Exercise objective
Throughout the listing below, show every line in which "points" occurs.

Data for this task
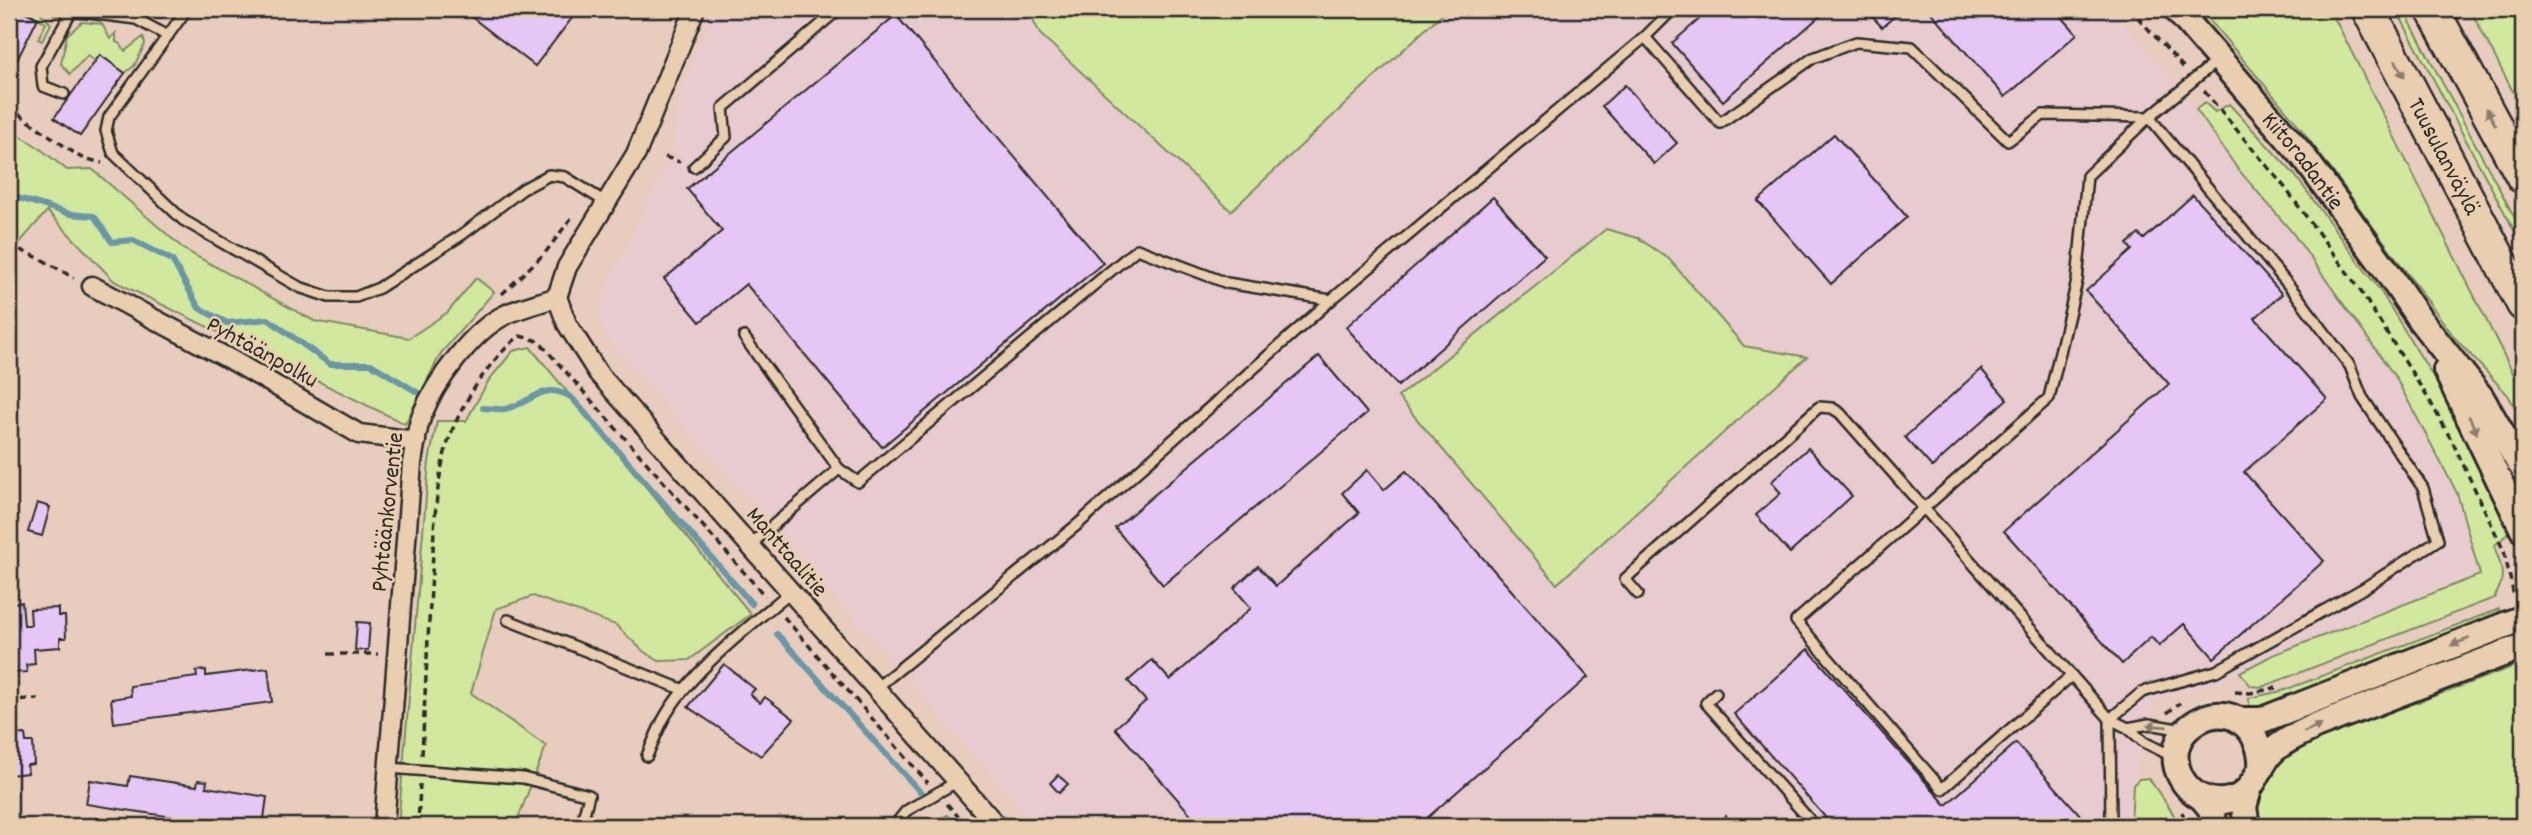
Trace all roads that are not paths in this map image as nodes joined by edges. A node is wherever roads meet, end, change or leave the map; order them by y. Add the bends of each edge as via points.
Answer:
1 (57, 9) edge
2 (187, 9) edge
3 (695, 9) edge
4 (839, 9) edge
5 (1673, 9) edge
6 (2176, 9) edge
7 (2368, 9) edge
8 (72, 10) junction
9 (2435, 13) edge
10 (168, 36) junction
11 (1645, 37) junction
12 (2220, 58) junction
13 (64, 94) dead end
14 (2149, 117) junction
15 (694, 167) dead end
16 (2523, 177) edge
17 (607, 203) junction
18 (92, 286) road end
19 (557, 298) junction
20 (1331, 300) junction
21 (2523, 304) edge
22 (2420, 320) junction
23 (744, 337) dead end
24 (416, 441) junction
25 (839, 469) junction
26 (2523, 470) edge
27 (1923, 509) junction
28 (2523, 530) edge
29 (750, 545) junction
30 (790, 592) junction
31 (1638, 594) dead end
32 (2521, 612) edge
33 (508, 620) dead end
34 (2523, 646) edge
35 (2071, 676) junction
36 (876, 688) junction
37 (684, 690) junction
38 (1716, 693) dead end
39 (2110, 719) junction
40 (2238, 720) junction
41 (2128, 727) junction
42 (2186, 730) junction
43 (647, 755) dead end
44 (2176, 758) junction
45 (389, 768) junction
46 (2255, 779) junction
47 (958, 781) junction
48 (2203, 799) junction
49 (384, 826) edge
50 (581, 826) edge
51 (793, 826) edge
52 (799, 826) edge
53 (894, 826) edge
54 (997, 826) edge
55 (1815, 826) edge
56 (2111, 826) edge
57 (2215, 826) edge
58 (2246, 826) edge

1 - 8 lane
2 - 10 lane
3 - 17 street via 636,154
4 - 15 lane via 723,108 726,136
5 - 11 lane
6 - 12 main road, Kiitoradantie
7 -> 21 highway, Tuusulanväylä
8 - 10 lane via 136,19
8 - 13 lane via 41,66 43,86
16 -> 9 highway
10 - 17 lane via 109,117 106,131 113,153 184,220 299,287 329,297 356,297 379,288 523,188 549,175 565,177
11 - 14 lane via 1720,123 1813,58 1856,42 1912,47 2008,141 2043,115
11 - 20 lane
12 - 14 lane
12 - 22 main road, Kiitoradantie via 2303,156
14 - 27 lane via 2087,176 2077,281 2049,398
14 - 39 lane via 2350,366 2362,397 2423,488 2438,540 2364,588 2216,671 2142,692
17 - 19 street via 567,267
18 - 24 street, Pyhtäänpolku via 359,434
19 - 24 street, Pyhtäänkorventie via 504,316 474,340 423,412
19 - 29 street, Manttaalitie via 567,324 598,373
20 - 25 lane via 1227,283 1137,249 858,482
20 - 36 lane via 1077,524
22 - 26 main road, Kiitoradantie via 2482,397
22 -> 28 main road, Kiitoradantie
23 - 25 lane
24 - 45 street, Pyhtäänkorventie
25 - 29 lane
27 - 31 lane via 1840,413 1819,407 1625,579
27 - 35 lane
27 - 35 lane via 1793,624 1942,789
29 - 30 street, Manttaalitie
30 - 36 street, Manttaalitie
30 - 37 lane
32 -> 40 main road via 2262,720
33 - 37 lane
46 -> 34 main road via 2272,753 2315,726
35 - 39 lane
36 - 47 street, Manttaalitie
37 - 43 lane
38 - 55 lane via 1706,703
39 - 41 lane
39 - 56 lane
40 - 42 main road via 2204,718
40 - 46 main road via 2258,741 2262,756
42 -> 41 lane via 2149,724
41 - 44 lane via 2144,742
42 - 44 main road
44 - 48 main road via 2180,778
45 - 49 street, Pyhtäänkorventie
45 - 50 lane via 523,778 589,795
46 - 48 main road via 2232,800
46 - 58 main road via 2244,807
47 - 53 lane via 906,811
47 - 54 street, Manttaalitie
48 - 57 main road
51 - 52 lane

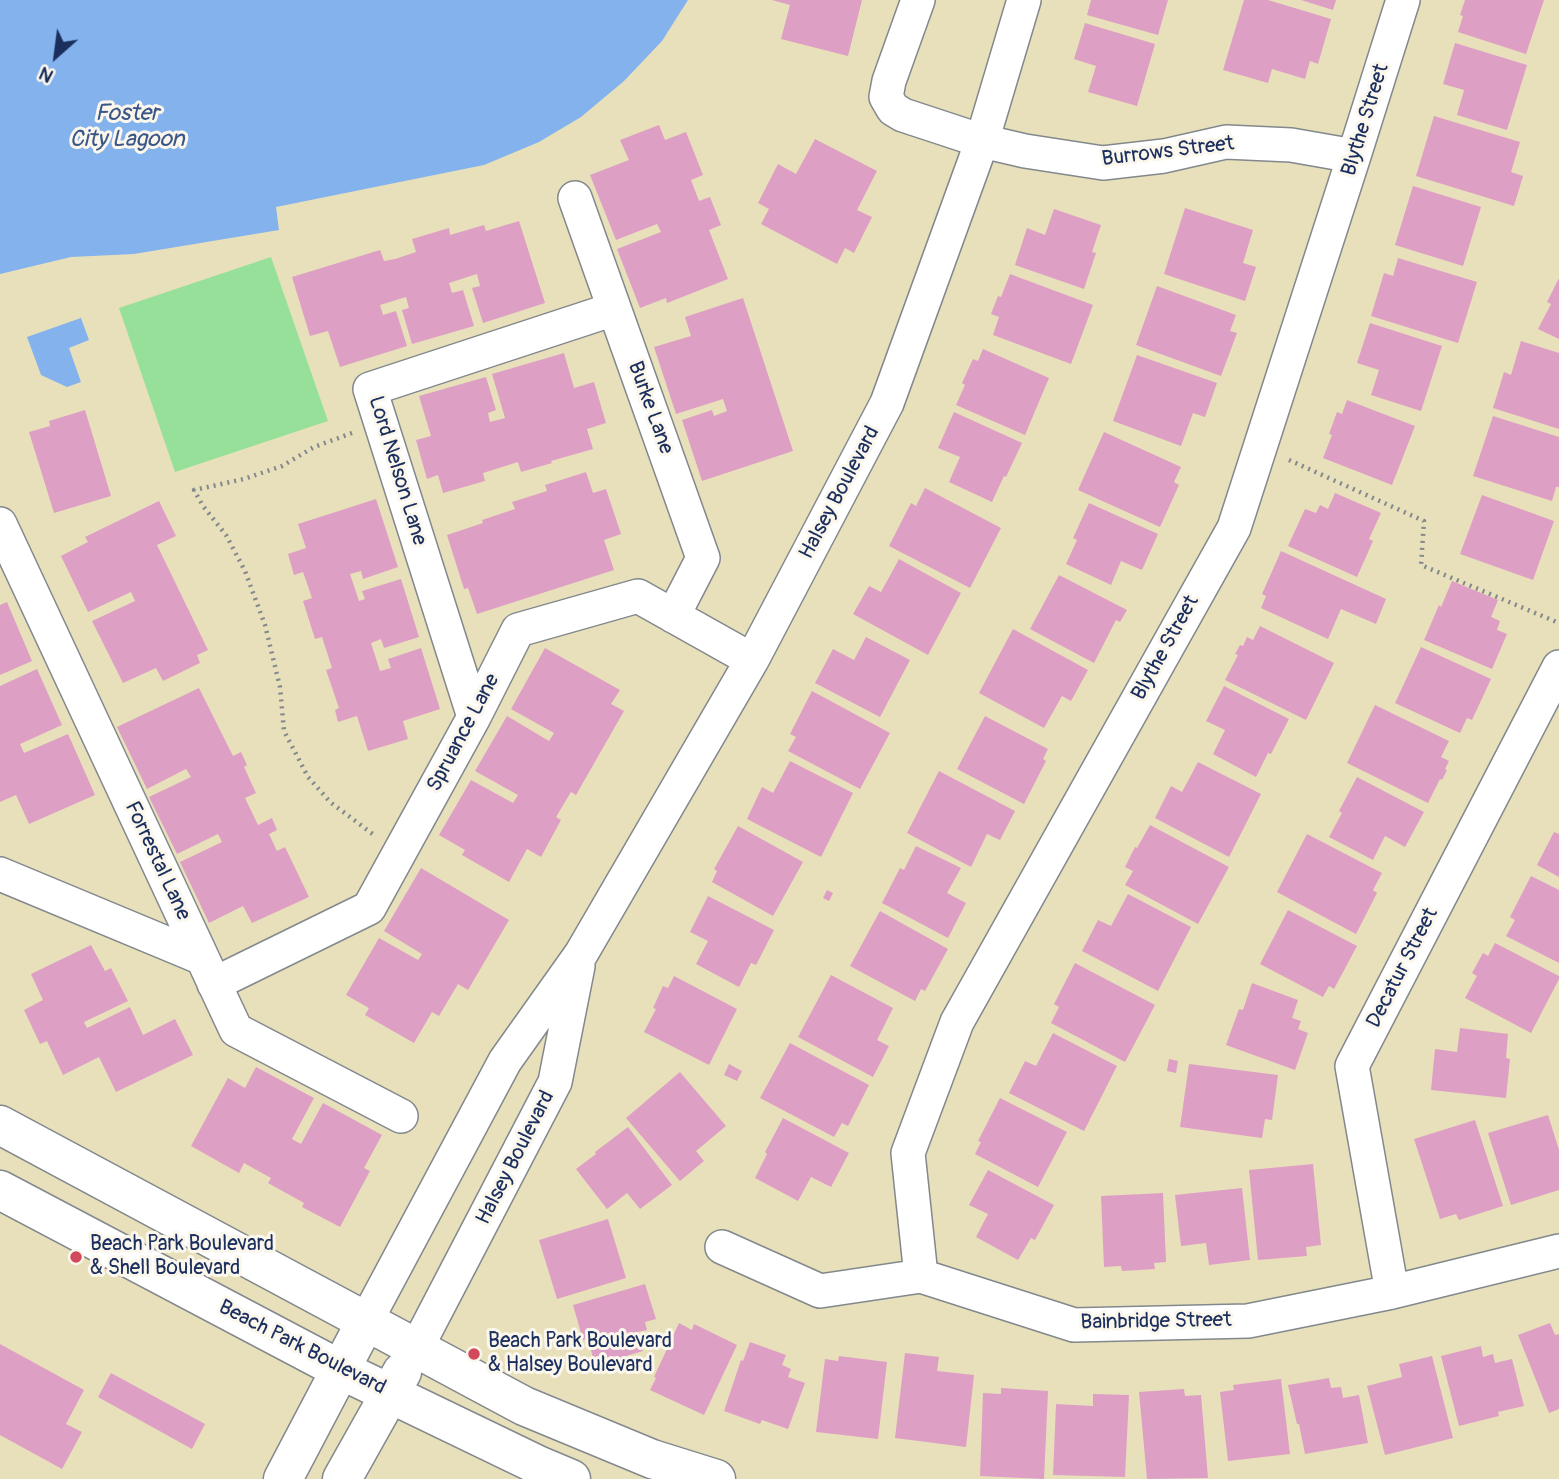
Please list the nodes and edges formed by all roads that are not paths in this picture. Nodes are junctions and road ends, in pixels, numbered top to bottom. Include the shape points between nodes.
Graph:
1 (918, 0) edge
2 (1024, 0) edge
3 (1403, 0) edge
4 (982, 141) junction
5 (1354, 156) junction
6 (575, 198) dead end
7 (614, 309) junction
8 (0, 524) edge
9 (673, 616) junction
10 (752, 660) junction
11 (1559, 667) edge
12 (474, 717) junction
13 (0, 874) edge
14 (581, 954) junction
15 (208, 971) junction
16 (401, 1116) dead end
17 (0, 1125) edge
18 (0, 1190) edge
19 (722, 1247) dead end
20 (1559, 1251) edge
21 (921, 1276) junction
22 (1392, 1292) junction
23 (366, 1321) junction
24 (415, 1349) junction
25 (341, 1370) junction
26 (389, 1394) junction
27 (283, 1479) edge
28 (342, 1479) edge
29 (571, 1479) edge
30 (716, 1479) edge

1 - 4 street, Burrows Street via 886,97 903,115
2 - 4 street, Halsey Boulevard
3 - 5 street, Blythe Street
4 - 5 street, Burrows Street via 1102,163 1226,142 1291,145
4 - 10 street, Halsey Boulevard via 887,403
5 - 21 street, Blythe Street via 1234,528 957,1022 908,1153
6 - 7 street, Burke Lane
7 - 9 street, Burke Lane via 703,558
7 - 12 street, Lord Nelson Lane via 370,389
8 - 15 street, Forrestal Lane
9 - 10 street, Spruance Lane
9 - 12 street, Spruance Lane via 638,596 519,630
10 - 14 street, Halsey Boulevard
11 - 22 street, Decatur Street via 1352,1066
12 - 15 street, Spruance Lane via 369,908
13 - 15 street
14 - 23 street, Halsey Boulevard via 505,1061
14 - 24 street, Halsey Boulevard via 555,1082
15 - 16 street, Forrestal Lane via 236,1030
17 - 23 main road
18 - 25 main road, Beach Park Boulevard
19 - 21 street, Bainbridge Street via 820,1291
20 - 22 street, Bainbridge Street
21 - 22 street, Bainbridge Street via 1074,1325 1248,1321
23 - 24 main road
23 - 25 main road
24 - 26 main road
24 - 30 main road via 524,1406 652,1459
25 - 26 main road, Beach Park Boulevard
25 - 27 main road
26 - 28 main road
26 - 29 main road, Beach Park Boulevard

Result of this task
Trace all roads that are not paths in this map image as nodes joined by edges. A node is wherever roads meet, end, change or leave the map; order them by y. Add the bends of each edge as via points.
Please list the nodes and edges formed by all roads that are not paths in this picture. Nodes are junctions and road ends, in pixels, numbered top to bottom. Include the shape points between nodes.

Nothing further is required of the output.